Poland finally had its chance in the aftermath of the First World War. It had the misfortune of being the battleground for much of the (all too forgotten) Eastern Front of that war, but politically its outcome worked in the Poles' favor. The Germans and the Austrians had suffered a crushing defeat. The Russians, who fought on the other side of the war, experienced the Bolshevik Revolution of 1917, knocking that country out of the war. Russia, for the time being, relinquished its Polish territories (to the Germans), but the Allies took them back from the Germans after the latter's defeat. 

With intense diplomacy, Poland was able to grasp independence. It immediately fought several wars with its neighbors, most significantly against the Soviet Union, and it suffered economically. Its political life was fractured by incessant squabbling in the parliament, the Sejm. But it was a country nonetheless. And then came the Nazis. 

The Nazis swept into Poland and immediately made it clear that they were not be trifled with. They had prepared lists of tens of thousands of Polish elites and intellectuals; they located them, and they shot them.
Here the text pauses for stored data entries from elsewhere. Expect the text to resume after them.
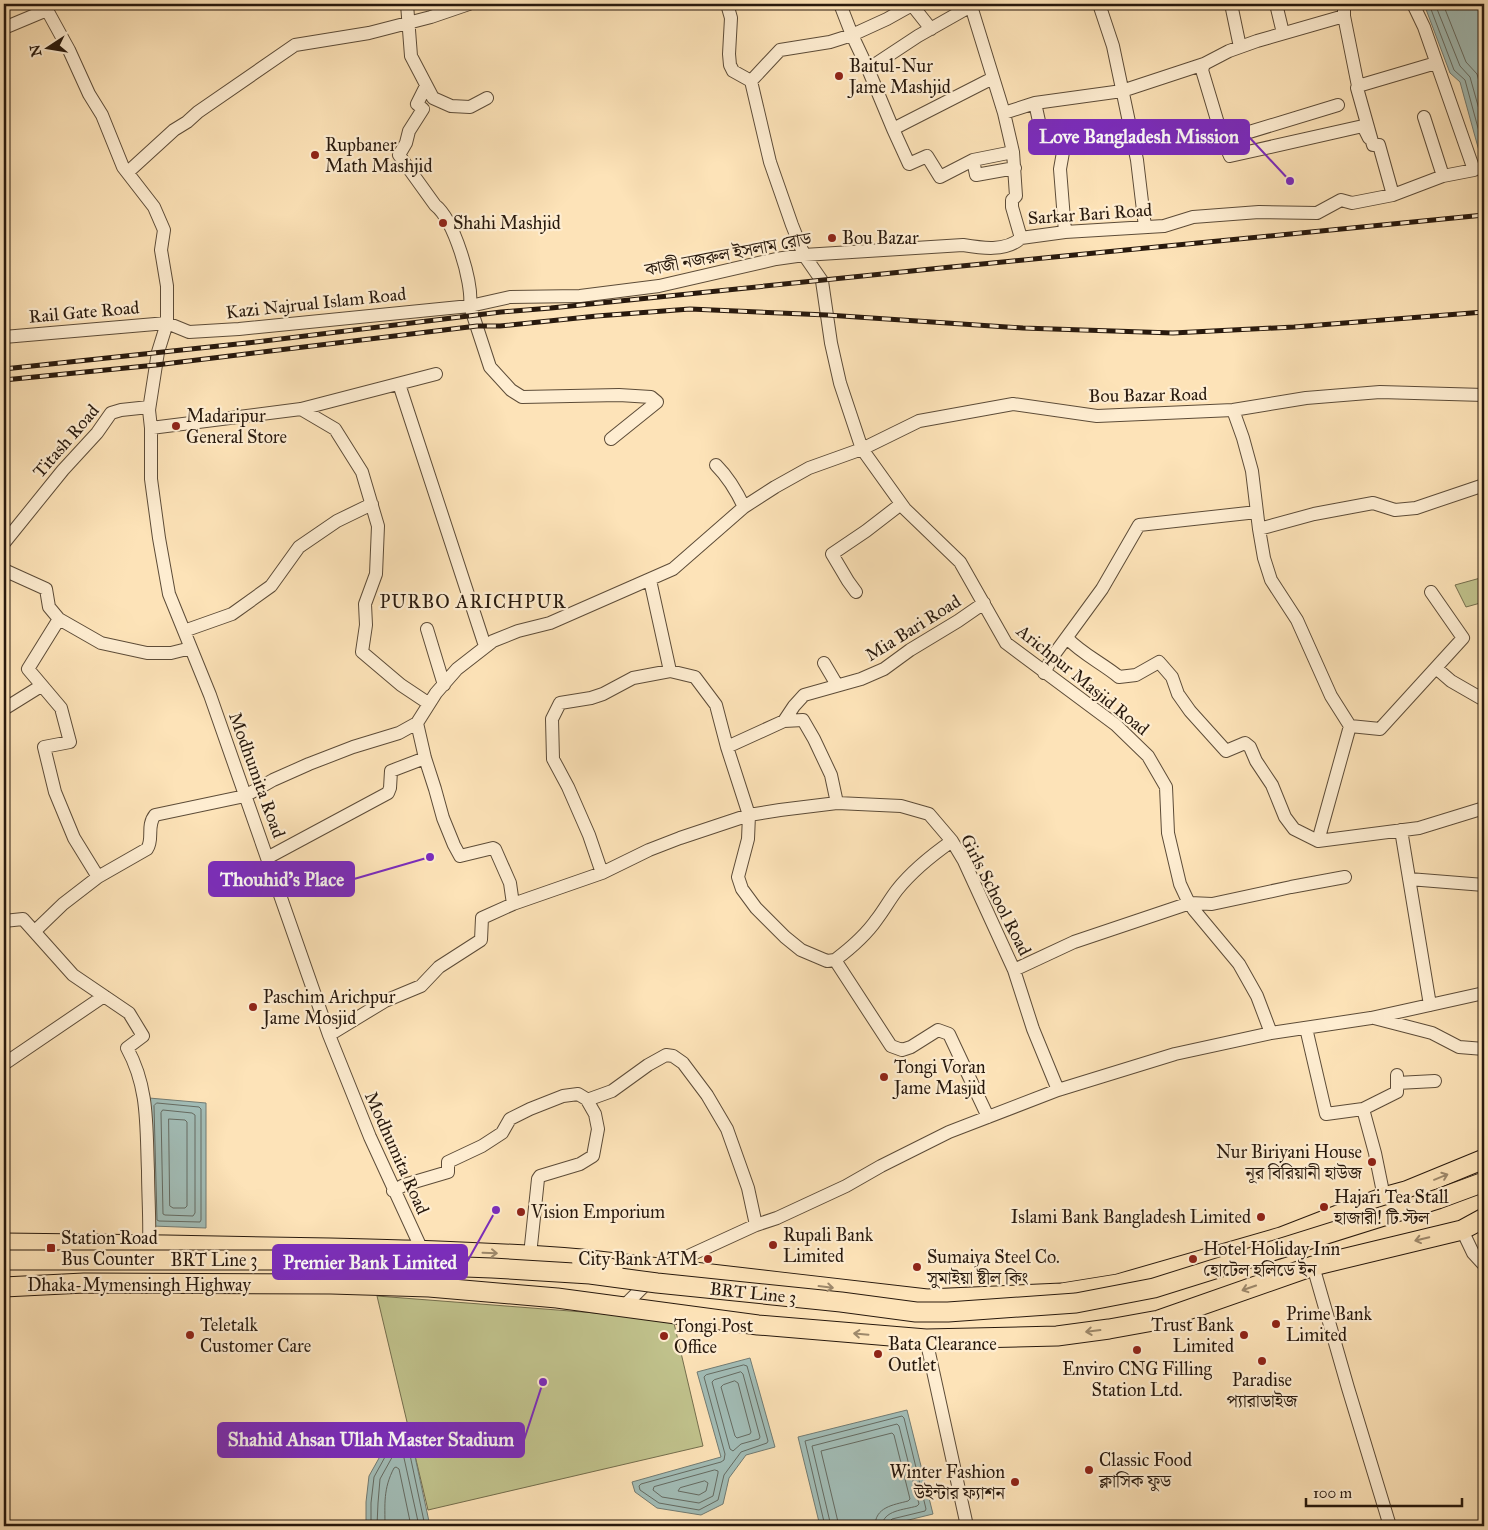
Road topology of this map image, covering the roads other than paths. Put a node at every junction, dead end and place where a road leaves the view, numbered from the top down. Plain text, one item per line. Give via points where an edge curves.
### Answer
1 (407, 4) edge
2 (469, 4) edge
3 (727, 4) edge
4 (840, 4) edge
5 (1099, 4) edge
6 (1231, 4) edge
7 (1276, 4) edge
8 (1413, 4) edge
9 (974, 5) edge
10 (46, 7) edge
11 (1344, 10) edge
12 (408, 23) junction
13 (4, 28) edge
14 (931, 29) junction
15 (1283, 33) junction
16 (852, 35) junction
17 (1240, 47) junction
18 (1204, 64) junction
19 (1436, 64) junction
20 (868, 69) junction
21 (993, 78) junction
22 (751, 81) junction
23 (426, 86) junction
24 (1358, 86) junction
25 (1122, 91) junction
26 (487, 98) dead end
27 (1035, 104) junction
28 (1338, 105) dead end
29 (1004, 113) junction
30 (1424, 118) dead end
31 (893, 129) junction
32 (1223, 140) junction
33 (1373, 145) junction
34 (1013, 152) junction
35 (973, 160) junction
36 (1015, 168) junction
37 (128, 172) junction
38 (1443, 176) junction
39 (1393, 195) junction
40 (1144, 227) junction
41 (1065, 232) junction
42 (1021, 238) junction
43 (804, 255) junction
44 (470, 306) junction
45 (167, 323) junction
46 (4, 337) edge
47 (436, 374) dead end
48 (400, 384) junction
49 (1484, 395) edge
50 (149, 407) junction
51 (301, 408) junction
52 (1233, 410) junction
53 (151, 428) junction
54 (611, 439) dead end
55 (862, 448) junction
56 (716, 465) dead end
57 (1484, 485) edge
58 (372, 504) junction
59 (901, 504) junction
60 (744, 507) junction
61 (1257, 512) junction
62 (1259, 529) junction
63 (4, 544) edge
64 (4, 570) edge
65 (650, 580) junction
66 (856, 592) dead end
67 (1431, 592) dead end
68 (984, 602) junction
69 (59, 619) junction
70 (427, 629) dead end
71 (184, 631) junction
72 (1067, 638) junction
73 (485, 646) junction
74 (191, 648) junction
75 (824, 663) dead end
76 (1436, 668) junction
77 (670, 671) junction
78 (1044, 672) junction
79 (444, 685) junction
80 (836, 685) junction
81 (41, 686) junction
82 (1484, 700) edge
83 (428, 703) junction
84 (4, 709) edge
85 (784, 721) junction
86 (417, 722) junction
87 (1350, 726) junction
88 (727, 747) junction
89 (424, 758) junction
90 (245, 796) junction
91 (837, 804) junction
92 (1484, 808) edge
93 (749, 815) junction
94 (1401, 830) junction
95 (952, 841) junction
96 (1318, 841) junction
97 (267, 858) junction
98 (602, 873) junction
99 (98, 877) junction
100 (1345, 877) dead end
101 (1409, 879) junction
102 (1484, 885) edge
103 (1190, 903) junction
104 (513, 904) junction
105 (4, 921) edge
106 (35, 931) junction
107 (835, 960) junction
108 (1014, 970) junction
109 (1484, 993) edge
110 (104, 996) junction
111 (1430, 1005) junction
112 (1371, 1018) junction
113 (1306, 1028) junction
114 (1271, 1033) junction
115 (329, 1035) junction
116 (1484, 1049) edge
117 (4, 1064) edge
118 (1435, 1081) dead end
119 (1058, 1090) junction
120 (588, 1100) junction
121 (1363, 1109) junction
122 (988, 1117) junction
123 (1484, 1159) edge
124 (1484, 1182) edge
125 (394, 1191) junction
126 (1384, 1197) junction
127 (1484, 1218) edge
128 (756, 1225) junction
129 (1462, 1230) junction
130 (4, 1243) edge
131 (149, 1244) junction
132 (422, 1250) junction
133 (530, 1255) junction
134 (4, 1260) edge
135 (1484, 1265) edge
136 (1313, 1266) junction
137 (659, 1275) junction
138 (4, 1286) edge
139 (624, 1307) junction
140 (926, 1339) junction
141 (967, 1526) edge
142 (1390, 1526) edge

1 - 12 street
2 - 12 street
3 - 22 street via 731,18 730,65 733,71
4 - 16 street
5 - 25 street via 1113,46
6 - 17 street
7 - 15 street
8 - 19 street
9 - 14 street
9 - 21 street, Sarkar Bari Road
10 - 13 street
10 - 37 street, Modhumita Road
11 - 15 street
11 - 24 street
12 - 23 street via 410,56
12 - 37 street via 295,45 174,130
14 - 16 street via 912,5
14 - 20 street
15 - 17 street
16 - 20 street
16 - 22 street via 780,50
17 - 18 street
18 - 25 street
18 - 32 street via 1202,70
19 - 24 street
19 - 38 street, Sarkar Bari Road via 1474,170
20 - 31 street
21 - 29 street, Sarkar Bari Road
21 - 31 street
22 - 43 street via 770,162
23 - 26 street via 433,98 451,106 470,107
23 - 44 street via 417,104 424,109 409,131 399,155 452,228 466,274
24 - 33 street
25 - 27 street
25 - 40 street via 1137,160
27 - 29 street
27 - 41 street via 1044,144 1065,141 1060,169
28 - 32 street
29 - 34 street, Sarkar Bari Road
30 - 38 street
31 - 35 street via 909,164 927,156 940,177
32 - 33 street via 1230,156 1362,126
33 - 39 street via 1379,145
34 - 35 street
34 - 36 street, Sarkar Bari Road
35 - 36 street via 976,175
36 - 42 street, Sarkar Bari Road via 1016,196 1012,207
37 - 45 street, Modhumita Road via 154,207 164,230 161,250 167,286
38 - 39 street, Sarkar Bari Road
39 - 40 street, Sarkar Bari Road via 1352,203 1342,200 1316,213 1259,212 1193,217 1164,226
40 - 41 street, Sarkar Bari Road
41 - 42 street, Sarkar Bari Road
42 - 43 street, কাজী নজরুল ইসলাম রোড via 1014,245 985,248 962,245
43 - 44 street, কাজী নজরুল ইসলাম রোড via 659,286 580,296 510,297
43 - 55 street, Arichpur Masjid Road via 822,282 842,394
44 - 45 street, Kazi Najrual Islam Road via 189,332
44 - 54 street via 490,367 522,397 619,395 651,397 656,402
45 - 46 street, Rail Gate Road
45 - 50 street, Modhumita Road via 158,352
47 - 48 street
48 - 51 street
48 - 73 street
49 - 52 street, Bou Bazar Road via 1380,392 1306,398
50 - 53 street, Modhumita Road
50 - 63 street, Titash Road via 111,413
51 - 53 street
51 - 58 street via 335,429 362,472
52 - 55 street, Bou Bazar Road via 1097,416 1013,404 919,421
52 - 61 street via 1244,438
53 - 71 street, Modhumita Road via 151,479 159,538 169,594
55 - 59 street, Arichpur Masjid Road
55 - 60 street, Bou Bazar Road via 809,468
56 - 60 street
57 - 62 street via 1416,508 1395,510 1373,503
58 - 71 street via 337,521 299,547 271,586 232,614
58 - 83 street via 378,526 376,574 365,604 362,652
59 - 66 street via 832,554
59 - 68 street, Arichpur Masjid Road via 960,562
60 - 65 street, Bou Bazar Road via 672,570
61 - 62 street
61 - 72 street via 1139,525 1102,589
62 - 87 street via 1271,580 1298,620 1331,696
64 - 69 street via 46,588 49,608
65 - 73 street, Bou Bazar Road via 550,623 502,637
65 - 77 street
67 - 76 street via 1463,638
68 - 78 street, Arichpur Masjid Road via 1006,643
68 - 80 street, Mia Bari Road via 884,669
69 - 74 street via 101,643 122,649 171,653
69 - 81 street via 28,669
70 - 79 street
71 - 74 street, Modhumita Road
72 - 78 street
72 - 96 street via 1119,677 1136,675 1159,662 1172,677 1178,694 1190,711 1226,751 1245,743 1250,747 1272,785 1285,818 1294,829
73 - 79 street, Bou Bazar Road via 457,669
74 - 90 street, Modhumita Road
75 - 80 street
76 - 82 street
76 - 87 street via 1380,728
77 - 88 street via 695,676 716,705
77 - 98 street via 633,678 591,698 560,702 552,719 553,759 589,835
78 - 103 street, Arichpur Masjid Road via 1116,725 1148,756 1166,787 1168,833 1180,884
79 - 83 street, Bou Bazar Road
80 - 85 street, Mia Bari Road via 804,695
81 - 84 street
81 - 99 street via 61,708 70,742 44,747 55,792 74,838
83 - 86 street, Bou Bazar Road
85 - 88 street
85 - 91 street via 803,720 831,775
86 - 89 street
86 - 90 street via 399,733 309,764
87 - 96 street
88 - 93 street
89 - 97 street via 391,771 388,793
89 - 104 street via 443,818 460,856 495,849 511,885
90 - 97 street, Modhumita Road
90 - 99 street via 155,815 150,826 151,844 147,849
91 - 93 street, Girls School Road
91 - 95 street, Girls School Road via 902,806 928,814
92 - 94 street via 1419,828
93 - 98 street, Girls School Road via 649,850
93 - 107 street via 748,840 738,876 742,889 756,908 801,950 827,961
94 - 96 street
94 - 101 street
95 - 107 street via 912,874 876,921
95 - 108 street, Girls School Road
97 - 115 street, Modhumita Road
98 - 104 street, Girls School Road
99 - 106 street
100 - 103 street via 1212,904
101 - 102 street
101 - 111 street
103 - 108 street via 1074,942
103 - 114 street, Arichpur Masjid Road via 1239,964 1257,996
104 - 115 street, Girls School Road via 482,918 481,940 439,967 421,986 385,1001
105 - 106 street via 23,919
106 - 110 street via 74,975
107 - 122 street via 891,1046 902,1050 938,1030 948,1034
108 - 119 street, Girls School Road
109 - 111 street
110 - 117 street
110 - 131 street via 129,1013 143,1036 127,1048 144,1095
111 - 112 street
112 - 113 street
112 - 116 street via 1432,1034 1459,1047
113 - 114 street
113 - 121 street via 1326,1114
114 - 119 street via 1175,1054
115 - 125 street, Modhumita Road
118 - 121 street via 1397,1079 1396,1092
119 - 122 street
120 - 125 street via 578,1094 566,1095 530,1109 510,1119 502,1133 482,1146 448,1162 448,1172
120 - 128 street via 612,1092 666,1055 678,1059 707,1094 727,1129 748,1188
120 - 133 street via 596,1114 598,1128 593,1156 538,1179
121 - 126 street
122 - 128 street via 949,1132 846,1186
126 -> 123 highway
124 - 137 highway, BRT Line 3, bridge via 1154,1288 1076,1303 916,1312
125 - 132 street, Modhumita Road
137 -> 126 highway via 927,1299 1062,1293 1118,1284 1272,1240
127 - 129 highway, Dhaka-Mymensingh Highway
128 - 137 street
129 - 135 street
129 -> 136 highway, Dhaka-Mymensingh Highway
130 - 131 highway
131 - 132 highway
132 -> 133 highway
133 - 137 highway, bridge via 581,1259
134 - 137 highway, BRT Line 3, bridge via 288,1261
136 -> 140 highway, Dhaka-Mymensingh Highway via 1159,1320 1057,1336
136 - 142 street
137 - 139 street
138 - 139 highway, Dhaka-Mymensingh Highway via 84,1283 419,1286
140 -> 139 highway, Dhaka-Mymensingh Highway via 758,1325
140 - 141 street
Poles were not to be educated beyond grammar school; they only needed to know enough to be willing servants of their German overlords. The actual policies that the Nazis followed in Poland, a patchwork of insanity, will be explored in a further post. Suffice it to say, Nazi rule was extremely brutal, the Poles were forced into labor and the Jews were concentrated, forced into slave labor, and ultimately, tragically, exterminated. There were 3.2 million Polish Jews on the onset of the Second World War, and nearly all of them were murdered. 

The Polish Home Army, a resistance movement in the Nazi-occupied country, rose in rebellion on August 1, 1944. After 60 some odd days of utter ferocity, the uprising was put down by the Waffen SS, the Wehrmacht, and groups of criminals led by the likes of Bronislav Kaminski and Oskar Dirlewanger, who was a child molester and a necrophiliac. The Nazis killed about 200,000 civilians and methodically destroyed about 85% of the city. You see a lot of ugly communist architecture in Warsaw. The rest of it was, 70 years ago, complete rubble. As I walked the streets of the city, I tried to grasp this fact. Where I was walking there were once smoldering ruins as far as the eye could see, and corpses choking the streets. And while this happened, the Soviets, who did not want an independent Poland and were completely content to see the Poles wiped out, sat on their hands on the east bank of the Vistula River. For this, and for many other reasons, Stalin will never be forgiven in Poland, nor should he. 

This is a massive subject of the utmost historical importance. I cannot possibly give it the respect it deserves in one post, without boring all readers. More soon.